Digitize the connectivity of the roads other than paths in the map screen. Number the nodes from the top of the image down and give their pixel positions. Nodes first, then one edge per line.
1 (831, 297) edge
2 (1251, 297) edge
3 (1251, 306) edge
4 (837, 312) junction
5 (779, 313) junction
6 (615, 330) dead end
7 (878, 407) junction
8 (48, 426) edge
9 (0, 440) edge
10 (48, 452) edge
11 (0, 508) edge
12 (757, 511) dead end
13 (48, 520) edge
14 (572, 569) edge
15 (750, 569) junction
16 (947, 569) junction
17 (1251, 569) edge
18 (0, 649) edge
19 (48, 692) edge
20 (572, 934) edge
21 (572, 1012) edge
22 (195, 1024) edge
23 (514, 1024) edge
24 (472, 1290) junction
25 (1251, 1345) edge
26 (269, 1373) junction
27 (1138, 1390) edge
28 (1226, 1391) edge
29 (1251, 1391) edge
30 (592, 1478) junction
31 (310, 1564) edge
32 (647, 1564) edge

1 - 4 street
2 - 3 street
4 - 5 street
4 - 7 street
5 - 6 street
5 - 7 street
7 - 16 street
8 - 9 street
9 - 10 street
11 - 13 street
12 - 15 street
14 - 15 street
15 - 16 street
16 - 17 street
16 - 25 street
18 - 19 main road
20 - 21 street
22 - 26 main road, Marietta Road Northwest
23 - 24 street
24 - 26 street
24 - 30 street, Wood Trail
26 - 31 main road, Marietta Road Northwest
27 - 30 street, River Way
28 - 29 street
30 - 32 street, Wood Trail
###
Description of the task —
Only an exact retyping of the full data will do.

Written response —
Digitize the connectivity of the roads other than paths in the map screen. Number the nodes from the top of the image down and give their pixel positions. Nodes first, then one edge per line.
1 (831, 297) edge
2 (1251, 297) edge
3 (1251, 306) edge
4 (837, 312) junction
5 (779, 313) junction
6 (615, 330) dead end
7 (878, 407) junction
8 (48, 426) edge
9 (0, 440) edge
10 (48, 452) edge
11 (0, 508) edge
12 (757, 511) dead end
13 (48, 520) edge
14 (572, 569) edge
15 (750, 569) junction
16 (947, 569) junction
17 (1251, 569) edge
18 (0, 649) edge
19 (48, 692) edge
20 (572, 934) edge
21 (572, 1012) edge
22 (195, 1024) edge
23 (514, 1024) edge
24 (472, 1290) junction
25 (1251, 1345) edge
26 (269, 1373) junction
27 (1138, 1390) edge
28 (1226, 1391) edge
29 (1251, 1391) edge
30 (592, 1478) junction
31 (310, 1564) edge
32 (647, 1564) edge

1 - 4 street
2 - 3 street
4 - 5 street
4 - 7 street
5 - 6 street
5 - 7 street
7 - 16 street
8 - 9 street
9 - 10 street
11 - 13 street
12 - 15 street
14 - 15 street
15 - 16 street
16 - 17 street
16 - 25 street
18 - 19 main road
20 - 21 street
22 - 26 main road, Marietta Road Northwest
23 - 24 street
24 - 26 street
24 - 30 street, Wood Trail
26 - 31 main road, Marietta Road Northwest
27 - 30 street, River Way
28 - 29 street
30 - 32 street, Wood Trail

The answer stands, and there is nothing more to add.